==== Exercise data ====

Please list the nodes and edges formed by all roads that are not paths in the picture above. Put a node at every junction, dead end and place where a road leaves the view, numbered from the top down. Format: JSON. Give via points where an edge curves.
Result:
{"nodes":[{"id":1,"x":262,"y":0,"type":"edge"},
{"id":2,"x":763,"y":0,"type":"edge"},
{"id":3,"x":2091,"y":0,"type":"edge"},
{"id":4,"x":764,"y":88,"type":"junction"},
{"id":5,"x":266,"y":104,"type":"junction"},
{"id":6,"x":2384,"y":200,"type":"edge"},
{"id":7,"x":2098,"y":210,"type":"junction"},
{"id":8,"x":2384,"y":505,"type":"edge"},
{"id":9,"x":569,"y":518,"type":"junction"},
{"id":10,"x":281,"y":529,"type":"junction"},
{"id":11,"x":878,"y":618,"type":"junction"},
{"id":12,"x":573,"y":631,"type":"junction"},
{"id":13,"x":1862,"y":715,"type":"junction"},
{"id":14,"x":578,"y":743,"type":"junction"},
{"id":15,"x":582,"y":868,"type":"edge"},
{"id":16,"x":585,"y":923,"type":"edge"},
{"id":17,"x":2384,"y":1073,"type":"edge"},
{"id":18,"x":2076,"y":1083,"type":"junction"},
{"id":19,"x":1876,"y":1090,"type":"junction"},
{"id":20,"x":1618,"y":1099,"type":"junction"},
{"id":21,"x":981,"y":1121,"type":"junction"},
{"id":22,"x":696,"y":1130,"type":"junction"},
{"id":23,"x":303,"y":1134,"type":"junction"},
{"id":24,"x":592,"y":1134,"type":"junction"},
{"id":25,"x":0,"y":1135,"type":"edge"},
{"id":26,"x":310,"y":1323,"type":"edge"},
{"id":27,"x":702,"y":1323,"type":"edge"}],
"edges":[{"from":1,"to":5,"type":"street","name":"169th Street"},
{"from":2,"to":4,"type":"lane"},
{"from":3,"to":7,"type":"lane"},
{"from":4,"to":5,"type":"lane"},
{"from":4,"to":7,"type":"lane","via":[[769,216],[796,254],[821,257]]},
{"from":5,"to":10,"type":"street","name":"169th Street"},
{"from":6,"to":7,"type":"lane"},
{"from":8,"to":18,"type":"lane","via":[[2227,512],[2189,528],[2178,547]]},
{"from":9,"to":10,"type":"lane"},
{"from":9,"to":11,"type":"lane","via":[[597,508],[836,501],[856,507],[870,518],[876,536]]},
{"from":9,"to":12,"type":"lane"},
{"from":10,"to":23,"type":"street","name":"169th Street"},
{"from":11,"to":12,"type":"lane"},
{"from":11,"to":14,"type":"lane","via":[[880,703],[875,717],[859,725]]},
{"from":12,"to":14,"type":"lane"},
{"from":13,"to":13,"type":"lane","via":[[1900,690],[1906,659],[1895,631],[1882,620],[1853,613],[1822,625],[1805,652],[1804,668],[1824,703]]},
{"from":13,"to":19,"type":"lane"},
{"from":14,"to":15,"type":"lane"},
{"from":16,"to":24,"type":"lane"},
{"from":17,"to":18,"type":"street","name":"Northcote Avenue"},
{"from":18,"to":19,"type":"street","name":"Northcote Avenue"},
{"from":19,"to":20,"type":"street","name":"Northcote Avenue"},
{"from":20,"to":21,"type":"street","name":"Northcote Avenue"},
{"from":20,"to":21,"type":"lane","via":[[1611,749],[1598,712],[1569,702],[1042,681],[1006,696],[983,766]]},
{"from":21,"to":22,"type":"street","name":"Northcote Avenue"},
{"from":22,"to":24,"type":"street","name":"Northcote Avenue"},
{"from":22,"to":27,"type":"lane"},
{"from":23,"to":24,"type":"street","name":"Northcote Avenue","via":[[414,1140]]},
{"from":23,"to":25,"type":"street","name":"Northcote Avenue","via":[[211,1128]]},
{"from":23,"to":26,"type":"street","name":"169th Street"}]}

====

• Work instructions:
All the records above need to be restated exactly, line by line.

• Task response:
Please list the nodes and edges formed by all roads that are not paths in the picture above. Put a node at every junction, dead end and place where a road leaves the view, numbered from the top down. Format: JSON. Give via points where an edge curves.
Result:
{"nodes":[{"id":1,"x":262,"y":0,"type":"edge"},
{"id":2,"x":763,"y":0,"type":"edge"},
{"id":3,"x":2091,"y":0,"type":"edge"},
{"id":4,"x":764,"y":88,"type":"junction"},
{"id":5,"x":266,"y":104,"type":"junction"},
{"id":6,"x":2384,"y":200,"type":"edge"},
{"id":7,"x":2098,"y":210,"type":"junction"},
{"id":8,"x":2384,"y":505,"type":"edge"},
{"id":9,"x":569,"y":518,"type":"junction"},
{"id":10,"x":281,"y":529,"type":"junction"},
{"id":11,"x":878,"y":618,"type":"junction"},
{"id":12,"x":573,"y":631,"type":"junction"},
{"id":13,"x":1862,"y":715,"type":"junction"},
{"id":14,"x":578,"y":743,"type":"junction"},
{"id":15,"x":582,"y":868,"type":"edge"},
{"id":16,"x":585,"y":923,"type":"edge"},
{"id":17,"x":2384,"y":1073,"type":"edge"},
{"id":18,"x":2076,"y":1083,"type":"junction"},
{"id":19,"x":1876,"y":1090,"type":"junction"},
{"id":20,"x":1618,"y":1099,"type":"junction"},
{"id":21,"x":981,"y":1121,"type":"junction"},
{"id":22,"x":696,"y":1130,"type":"junction"},
{"id":23,"x":303,"y":1134,"type":"junction"},
{"id":24,"x":592,"y":1134,"type":"junction"},
{"id":25,"x":0,"y":1135,"type":"edge"},
{"id":26,"x":310,"y":1323,"type":"edge"},
{"id":27,"x":702,"y":1323,"type":"edge"}],
"edges":[{"from":1,"to":5,"type":"street","name":"169th Street"},
{"from":2,"to":4,"type":"lane"},
{"from":3,"to":7,"type":"lane"},
{"from":4,"to":5,"type":"lane"},
{"from":4,"to":7,"type":"lane","via":[[769,216],[796,254],[821,257]]},
{"from":5,"to":10,"type":"street","name":"169th Street"},
{"from":6,"to":7,"type":"lane"},
{"from":8,"to":18,"type":"lane","via":[[2227,512],[2189,528],[2178,547]]},
{"from":9,"to":10,"type":"lane"},
{"from":9,"to":11,"type":"lane","via":[[597,508],[836,501],[856,507],[870,518],[876,536]]},
{"from":9,"to":12,"type":"lane"},
{"from":10,"to":23,"type":"street","name":"169th Street"},
{"from":11,"to":12,"type":"lane"},
{"from":11,"to":14,"type":"lane","via":[[880,703],[875,717],[859,725]]},
{"from":12,"to":14,"type":"lane"},
{"from":13,"to":13,"type":"lane","via":[[1900,690],[1906,659],[1895,631],[1882,620],[1853,613],[1822,625],[1805,652],[1804,668],[1824,703]]},
{"from":13,"to":19,"type":"lane"},
{"from":14,"to":15,"type":"lane"},
{"from":16,"to":24,"type":"lane"},
{"from":17,"to":18,"type":"street","name":"Northcote Avenue"},
{"from":18,"to":19,"type":"street","name":"Northcote Avenue"},
{"from":19,"to":20,"type":"street","name":"Northcote Avenue"},
{"from":20,"to":21,"type":"street","name":"Northcote Avenue"},
{"from":20,"to":21,"type":"lane","via":[[1611,749],[1598,712],[1569,702],[1042,681],[1006,696],[983,766]]},
{"from":21,"to":22,"type":"street","name":"Northcote Avenue"},
{"from":22,"to":24,"type":"street","name":"Northcote Avenue"},
{"from":22,"to":27,"type":"lane"},
{"from":23,"to":24,"type":"street","name":"Northcote Avenue","via":[[414,1140]]},
{"from":23,"to":25,"type":"street","name":"Northcote Avenue","via":[[211,1128]]},
{"from":23,"to":26,"type":"street","name":"169th Street"}]}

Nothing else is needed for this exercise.